WHAT TO DO
Go through the material below and count the lines with the string "canvas"; the number is the whole answer.
= Beginning of Section =
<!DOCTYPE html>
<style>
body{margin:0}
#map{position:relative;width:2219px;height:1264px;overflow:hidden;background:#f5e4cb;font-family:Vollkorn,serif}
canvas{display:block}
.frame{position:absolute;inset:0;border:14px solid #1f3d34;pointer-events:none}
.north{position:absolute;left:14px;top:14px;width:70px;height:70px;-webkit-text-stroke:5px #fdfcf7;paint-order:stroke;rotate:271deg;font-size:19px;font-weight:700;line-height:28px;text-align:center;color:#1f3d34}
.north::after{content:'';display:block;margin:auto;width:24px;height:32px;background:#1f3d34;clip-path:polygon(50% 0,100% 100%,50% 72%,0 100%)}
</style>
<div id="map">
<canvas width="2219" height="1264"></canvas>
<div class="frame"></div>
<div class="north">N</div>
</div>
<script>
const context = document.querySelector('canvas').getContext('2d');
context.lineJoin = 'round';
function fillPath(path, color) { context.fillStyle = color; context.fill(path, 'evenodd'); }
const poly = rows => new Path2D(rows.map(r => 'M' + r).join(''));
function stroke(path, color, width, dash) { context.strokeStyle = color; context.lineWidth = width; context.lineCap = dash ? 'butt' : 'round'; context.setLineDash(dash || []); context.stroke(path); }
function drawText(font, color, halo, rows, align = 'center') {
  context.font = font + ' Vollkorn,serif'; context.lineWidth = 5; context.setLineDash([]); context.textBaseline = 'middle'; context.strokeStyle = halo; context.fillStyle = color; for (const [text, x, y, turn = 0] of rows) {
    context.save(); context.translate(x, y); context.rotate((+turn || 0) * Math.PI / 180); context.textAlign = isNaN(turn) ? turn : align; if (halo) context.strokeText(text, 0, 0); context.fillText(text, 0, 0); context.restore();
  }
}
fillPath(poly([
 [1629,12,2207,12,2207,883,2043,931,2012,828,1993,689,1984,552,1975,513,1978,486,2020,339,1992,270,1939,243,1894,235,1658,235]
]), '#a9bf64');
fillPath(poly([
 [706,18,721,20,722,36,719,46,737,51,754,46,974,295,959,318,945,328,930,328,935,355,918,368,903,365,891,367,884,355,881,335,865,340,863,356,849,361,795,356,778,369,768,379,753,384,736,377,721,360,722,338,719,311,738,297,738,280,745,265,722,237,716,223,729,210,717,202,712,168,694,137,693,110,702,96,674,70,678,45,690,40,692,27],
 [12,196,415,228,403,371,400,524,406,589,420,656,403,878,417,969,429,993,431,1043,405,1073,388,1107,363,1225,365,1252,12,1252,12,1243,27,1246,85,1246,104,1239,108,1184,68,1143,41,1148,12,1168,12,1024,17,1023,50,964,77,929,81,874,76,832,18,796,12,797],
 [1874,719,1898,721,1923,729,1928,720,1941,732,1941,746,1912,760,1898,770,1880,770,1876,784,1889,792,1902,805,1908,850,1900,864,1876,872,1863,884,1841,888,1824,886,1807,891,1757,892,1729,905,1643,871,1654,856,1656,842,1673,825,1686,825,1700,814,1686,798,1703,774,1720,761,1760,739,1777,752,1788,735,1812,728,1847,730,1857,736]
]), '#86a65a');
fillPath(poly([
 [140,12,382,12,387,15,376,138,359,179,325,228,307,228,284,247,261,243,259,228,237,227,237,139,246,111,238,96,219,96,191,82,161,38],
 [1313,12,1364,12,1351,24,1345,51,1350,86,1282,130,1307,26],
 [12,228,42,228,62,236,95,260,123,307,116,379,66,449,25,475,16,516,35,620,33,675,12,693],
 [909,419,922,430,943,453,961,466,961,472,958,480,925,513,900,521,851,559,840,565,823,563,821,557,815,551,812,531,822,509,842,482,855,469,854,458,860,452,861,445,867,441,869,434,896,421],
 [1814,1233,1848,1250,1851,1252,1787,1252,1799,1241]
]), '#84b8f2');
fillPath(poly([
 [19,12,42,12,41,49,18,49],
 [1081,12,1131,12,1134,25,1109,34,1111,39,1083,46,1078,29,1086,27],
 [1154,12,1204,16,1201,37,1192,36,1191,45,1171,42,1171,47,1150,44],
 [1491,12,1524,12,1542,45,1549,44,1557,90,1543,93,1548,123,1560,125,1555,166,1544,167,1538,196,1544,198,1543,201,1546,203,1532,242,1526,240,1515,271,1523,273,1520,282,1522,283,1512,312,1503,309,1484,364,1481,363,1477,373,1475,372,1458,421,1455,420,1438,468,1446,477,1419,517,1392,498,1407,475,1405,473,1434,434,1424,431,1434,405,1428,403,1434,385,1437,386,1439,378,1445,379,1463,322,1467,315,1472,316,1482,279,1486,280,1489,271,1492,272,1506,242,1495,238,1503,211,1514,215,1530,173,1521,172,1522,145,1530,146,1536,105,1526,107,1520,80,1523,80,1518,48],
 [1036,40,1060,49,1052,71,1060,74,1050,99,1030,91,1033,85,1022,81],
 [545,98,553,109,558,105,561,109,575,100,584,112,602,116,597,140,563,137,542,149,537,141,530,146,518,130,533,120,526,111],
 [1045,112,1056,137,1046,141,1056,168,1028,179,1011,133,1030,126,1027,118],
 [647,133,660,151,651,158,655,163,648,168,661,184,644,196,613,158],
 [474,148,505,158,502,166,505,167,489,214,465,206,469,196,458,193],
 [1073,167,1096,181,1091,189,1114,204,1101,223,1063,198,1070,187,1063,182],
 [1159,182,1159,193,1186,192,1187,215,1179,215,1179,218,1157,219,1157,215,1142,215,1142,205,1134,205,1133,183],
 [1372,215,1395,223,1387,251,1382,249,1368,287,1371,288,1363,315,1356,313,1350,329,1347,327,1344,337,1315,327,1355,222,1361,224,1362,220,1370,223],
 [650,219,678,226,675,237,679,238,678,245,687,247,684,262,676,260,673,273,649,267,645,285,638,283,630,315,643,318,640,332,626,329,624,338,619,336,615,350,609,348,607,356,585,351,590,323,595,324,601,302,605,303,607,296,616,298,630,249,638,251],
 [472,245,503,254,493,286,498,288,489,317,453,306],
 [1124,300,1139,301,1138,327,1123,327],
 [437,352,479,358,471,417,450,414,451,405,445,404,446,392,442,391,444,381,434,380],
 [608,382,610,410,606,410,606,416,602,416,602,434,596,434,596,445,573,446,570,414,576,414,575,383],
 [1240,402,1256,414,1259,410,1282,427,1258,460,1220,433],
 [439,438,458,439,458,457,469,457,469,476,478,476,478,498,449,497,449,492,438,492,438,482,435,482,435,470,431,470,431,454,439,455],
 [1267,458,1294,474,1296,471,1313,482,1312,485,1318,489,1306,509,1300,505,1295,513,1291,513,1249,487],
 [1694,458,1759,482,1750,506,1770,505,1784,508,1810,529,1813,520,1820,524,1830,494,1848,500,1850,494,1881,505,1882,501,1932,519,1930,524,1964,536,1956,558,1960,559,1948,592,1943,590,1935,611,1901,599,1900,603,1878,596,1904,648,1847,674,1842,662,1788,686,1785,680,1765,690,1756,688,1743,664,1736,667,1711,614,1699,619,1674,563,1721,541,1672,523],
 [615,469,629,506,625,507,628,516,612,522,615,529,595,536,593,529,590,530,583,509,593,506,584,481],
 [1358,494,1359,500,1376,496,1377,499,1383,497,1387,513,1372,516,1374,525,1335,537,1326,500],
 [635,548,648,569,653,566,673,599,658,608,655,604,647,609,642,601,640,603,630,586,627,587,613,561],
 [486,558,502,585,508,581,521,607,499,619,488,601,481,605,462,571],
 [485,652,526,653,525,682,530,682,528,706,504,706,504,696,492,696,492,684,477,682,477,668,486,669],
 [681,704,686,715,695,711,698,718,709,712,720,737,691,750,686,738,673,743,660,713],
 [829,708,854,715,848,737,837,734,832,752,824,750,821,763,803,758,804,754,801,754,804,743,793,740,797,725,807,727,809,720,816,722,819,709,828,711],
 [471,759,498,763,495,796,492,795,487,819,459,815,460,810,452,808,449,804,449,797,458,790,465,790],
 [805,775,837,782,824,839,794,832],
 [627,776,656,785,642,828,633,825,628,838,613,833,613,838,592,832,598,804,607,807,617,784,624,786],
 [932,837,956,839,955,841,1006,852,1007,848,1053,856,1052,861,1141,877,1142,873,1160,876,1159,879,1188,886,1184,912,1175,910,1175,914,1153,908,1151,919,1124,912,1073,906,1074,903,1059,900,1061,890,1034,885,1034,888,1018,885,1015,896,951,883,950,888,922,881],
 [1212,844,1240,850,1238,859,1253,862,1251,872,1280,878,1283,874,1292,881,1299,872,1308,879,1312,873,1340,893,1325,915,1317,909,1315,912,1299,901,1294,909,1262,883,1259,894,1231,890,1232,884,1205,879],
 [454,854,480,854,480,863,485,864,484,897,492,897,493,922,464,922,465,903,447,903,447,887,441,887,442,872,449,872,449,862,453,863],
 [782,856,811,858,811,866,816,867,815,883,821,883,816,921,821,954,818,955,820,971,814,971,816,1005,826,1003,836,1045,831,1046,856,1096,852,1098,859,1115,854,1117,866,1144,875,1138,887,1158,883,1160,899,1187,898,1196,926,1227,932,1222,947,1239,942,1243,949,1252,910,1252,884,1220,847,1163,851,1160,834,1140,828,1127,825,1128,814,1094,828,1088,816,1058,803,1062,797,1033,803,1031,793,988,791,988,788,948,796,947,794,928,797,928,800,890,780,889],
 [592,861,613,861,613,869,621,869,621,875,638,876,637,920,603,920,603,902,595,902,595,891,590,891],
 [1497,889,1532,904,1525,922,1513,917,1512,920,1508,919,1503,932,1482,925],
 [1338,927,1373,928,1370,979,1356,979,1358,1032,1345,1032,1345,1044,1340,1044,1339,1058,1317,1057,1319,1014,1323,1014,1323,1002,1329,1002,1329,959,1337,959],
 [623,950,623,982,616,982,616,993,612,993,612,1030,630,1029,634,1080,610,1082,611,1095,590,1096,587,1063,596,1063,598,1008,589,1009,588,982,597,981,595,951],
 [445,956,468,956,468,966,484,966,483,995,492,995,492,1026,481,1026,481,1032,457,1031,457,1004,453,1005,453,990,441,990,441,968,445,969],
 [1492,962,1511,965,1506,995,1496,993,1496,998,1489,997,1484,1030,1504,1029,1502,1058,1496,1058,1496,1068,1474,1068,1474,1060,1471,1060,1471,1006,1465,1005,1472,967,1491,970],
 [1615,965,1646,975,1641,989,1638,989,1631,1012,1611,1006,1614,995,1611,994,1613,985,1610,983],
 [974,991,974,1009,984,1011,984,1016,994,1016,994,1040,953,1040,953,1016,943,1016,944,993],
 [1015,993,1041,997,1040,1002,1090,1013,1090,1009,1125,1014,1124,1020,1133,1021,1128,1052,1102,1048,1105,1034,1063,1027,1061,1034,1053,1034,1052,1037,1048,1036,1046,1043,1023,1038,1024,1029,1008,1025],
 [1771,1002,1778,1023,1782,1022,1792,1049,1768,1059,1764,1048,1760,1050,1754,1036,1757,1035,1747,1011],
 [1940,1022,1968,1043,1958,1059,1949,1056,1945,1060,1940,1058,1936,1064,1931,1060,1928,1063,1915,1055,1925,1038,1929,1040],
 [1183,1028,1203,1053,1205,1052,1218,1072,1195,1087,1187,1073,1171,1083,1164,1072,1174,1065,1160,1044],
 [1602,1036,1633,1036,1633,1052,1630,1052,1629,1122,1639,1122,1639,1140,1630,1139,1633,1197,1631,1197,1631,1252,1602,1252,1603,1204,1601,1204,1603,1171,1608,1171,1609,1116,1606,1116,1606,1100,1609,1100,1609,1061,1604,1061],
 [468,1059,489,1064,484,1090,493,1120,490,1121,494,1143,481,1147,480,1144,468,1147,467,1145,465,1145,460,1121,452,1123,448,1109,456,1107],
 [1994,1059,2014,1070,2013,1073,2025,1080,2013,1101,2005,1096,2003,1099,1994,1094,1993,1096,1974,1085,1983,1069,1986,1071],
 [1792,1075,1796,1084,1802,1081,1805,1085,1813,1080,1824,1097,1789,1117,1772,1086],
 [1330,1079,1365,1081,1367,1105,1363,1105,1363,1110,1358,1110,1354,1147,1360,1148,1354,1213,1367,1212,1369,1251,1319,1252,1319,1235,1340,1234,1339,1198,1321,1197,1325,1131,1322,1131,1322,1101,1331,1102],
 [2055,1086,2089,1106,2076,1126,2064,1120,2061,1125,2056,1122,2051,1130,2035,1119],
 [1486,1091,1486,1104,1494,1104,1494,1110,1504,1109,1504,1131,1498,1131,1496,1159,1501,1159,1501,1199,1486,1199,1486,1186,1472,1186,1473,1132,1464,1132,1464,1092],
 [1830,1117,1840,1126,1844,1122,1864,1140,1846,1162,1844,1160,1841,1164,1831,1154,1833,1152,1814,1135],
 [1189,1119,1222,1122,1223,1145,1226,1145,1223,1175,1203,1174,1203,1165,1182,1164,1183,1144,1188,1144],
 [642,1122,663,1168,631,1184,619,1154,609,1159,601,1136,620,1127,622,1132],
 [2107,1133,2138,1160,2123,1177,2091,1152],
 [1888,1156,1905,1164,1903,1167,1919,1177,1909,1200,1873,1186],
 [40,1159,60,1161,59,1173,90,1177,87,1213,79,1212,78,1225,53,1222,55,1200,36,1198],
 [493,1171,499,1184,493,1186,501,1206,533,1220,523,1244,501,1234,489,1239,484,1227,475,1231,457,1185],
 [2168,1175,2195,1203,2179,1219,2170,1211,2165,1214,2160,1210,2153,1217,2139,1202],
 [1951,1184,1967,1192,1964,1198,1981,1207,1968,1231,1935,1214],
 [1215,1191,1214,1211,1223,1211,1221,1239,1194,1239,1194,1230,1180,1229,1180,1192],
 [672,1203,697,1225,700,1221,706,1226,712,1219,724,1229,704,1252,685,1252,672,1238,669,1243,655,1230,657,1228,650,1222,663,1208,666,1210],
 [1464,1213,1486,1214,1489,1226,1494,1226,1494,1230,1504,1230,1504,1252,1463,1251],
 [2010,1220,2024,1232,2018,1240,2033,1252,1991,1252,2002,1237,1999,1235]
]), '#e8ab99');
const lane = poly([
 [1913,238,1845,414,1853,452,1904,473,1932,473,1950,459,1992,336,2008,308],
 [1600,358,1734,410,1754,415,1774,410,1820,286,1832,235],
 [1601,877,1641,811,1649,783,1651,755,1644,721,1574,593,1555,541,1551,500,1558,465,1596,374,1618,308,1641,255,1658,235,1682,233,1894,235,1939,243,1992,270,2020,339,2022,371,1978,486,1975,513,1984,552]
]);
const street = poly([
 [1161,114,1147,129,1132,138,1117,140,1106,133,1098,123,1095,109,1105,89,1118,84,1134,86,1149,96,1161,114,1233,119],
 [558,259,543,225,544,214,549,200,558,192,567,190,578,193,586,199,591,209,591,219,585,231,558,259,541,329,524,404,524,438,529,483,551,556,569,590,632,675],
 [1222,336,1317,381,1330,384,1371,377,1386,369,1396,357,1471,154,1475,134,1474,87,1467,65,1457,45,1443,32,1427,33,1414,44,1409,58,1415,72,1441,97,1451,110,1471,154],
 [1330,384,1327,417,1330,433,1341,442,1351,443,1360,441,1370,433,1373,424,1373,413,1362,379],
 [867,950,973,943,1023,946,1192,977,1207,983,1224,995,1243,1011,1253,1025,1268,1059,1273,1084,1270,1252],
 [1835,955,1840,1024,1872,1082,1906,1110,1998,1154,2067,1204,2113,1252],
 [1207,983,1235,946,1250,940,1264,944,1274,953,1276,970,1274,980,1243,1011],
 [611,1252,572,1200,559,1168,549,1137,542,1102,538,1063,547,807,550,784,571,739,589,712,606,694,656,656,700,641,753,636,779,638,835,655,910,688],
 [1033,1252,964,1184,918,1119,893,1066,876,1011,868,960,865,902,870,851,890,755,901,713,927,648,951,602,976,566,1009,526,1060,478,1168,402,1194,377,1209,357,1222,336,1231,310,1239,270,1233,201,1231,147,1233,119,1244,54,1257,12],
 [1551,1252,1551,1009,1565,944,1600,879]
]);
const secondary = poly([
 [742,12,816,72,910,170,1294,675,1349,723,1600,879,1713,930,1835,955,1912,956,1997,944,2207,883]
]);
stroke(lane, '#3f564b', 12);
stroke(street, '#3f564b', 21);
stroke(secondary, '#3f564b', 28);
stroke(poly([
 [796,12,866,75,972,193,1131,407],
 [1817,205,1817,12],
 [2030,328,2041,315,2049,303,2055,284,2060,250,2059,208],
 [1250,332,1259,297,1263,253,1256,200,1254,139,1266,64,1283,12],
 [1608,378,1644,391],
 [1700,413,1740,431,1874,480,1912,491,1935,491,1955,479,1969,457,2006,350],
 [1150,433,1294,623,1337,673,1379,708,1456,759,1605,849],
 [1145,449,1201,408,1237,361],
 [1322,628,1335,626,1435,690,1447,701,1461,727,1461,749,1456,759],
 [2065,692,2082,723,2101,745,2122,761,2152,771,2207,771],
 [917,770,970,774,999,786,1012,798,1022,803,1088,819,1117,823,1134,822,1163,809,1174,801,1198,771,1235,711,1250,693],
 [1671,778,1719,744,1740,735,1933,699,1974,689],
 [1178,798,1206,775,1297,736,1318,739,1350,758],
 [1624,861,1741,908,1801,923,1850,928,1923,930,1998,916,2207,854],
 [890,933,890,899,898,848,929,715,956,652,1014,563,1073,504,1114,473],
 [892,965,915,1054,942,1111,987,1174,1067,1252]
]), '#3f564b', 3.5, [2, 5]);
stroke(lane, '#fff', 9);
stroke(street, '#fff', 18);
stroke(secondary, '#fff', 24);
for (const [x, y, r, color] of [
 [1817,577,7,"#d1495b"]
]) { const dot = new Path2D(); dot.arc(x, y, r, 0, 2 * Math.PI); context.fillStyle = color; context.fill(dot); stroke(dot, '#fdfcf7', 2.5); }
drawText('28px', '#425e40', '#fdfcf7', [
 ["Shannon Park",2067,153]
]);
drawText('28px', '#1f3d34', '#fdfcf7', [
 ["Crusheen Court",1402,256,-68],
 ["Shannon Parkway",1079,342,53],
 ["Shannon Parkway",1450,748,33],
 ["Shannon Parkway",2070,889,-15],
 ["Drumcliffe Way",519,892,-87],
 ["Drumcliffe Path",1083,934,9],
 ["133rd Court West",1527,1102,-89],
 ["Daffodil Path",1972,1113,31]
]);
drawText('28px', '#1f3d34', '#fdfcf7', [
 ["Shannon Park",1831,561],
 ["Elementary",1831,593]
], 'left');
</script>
= End of Section =
SOLUTION FOR THIS EXERCISE
3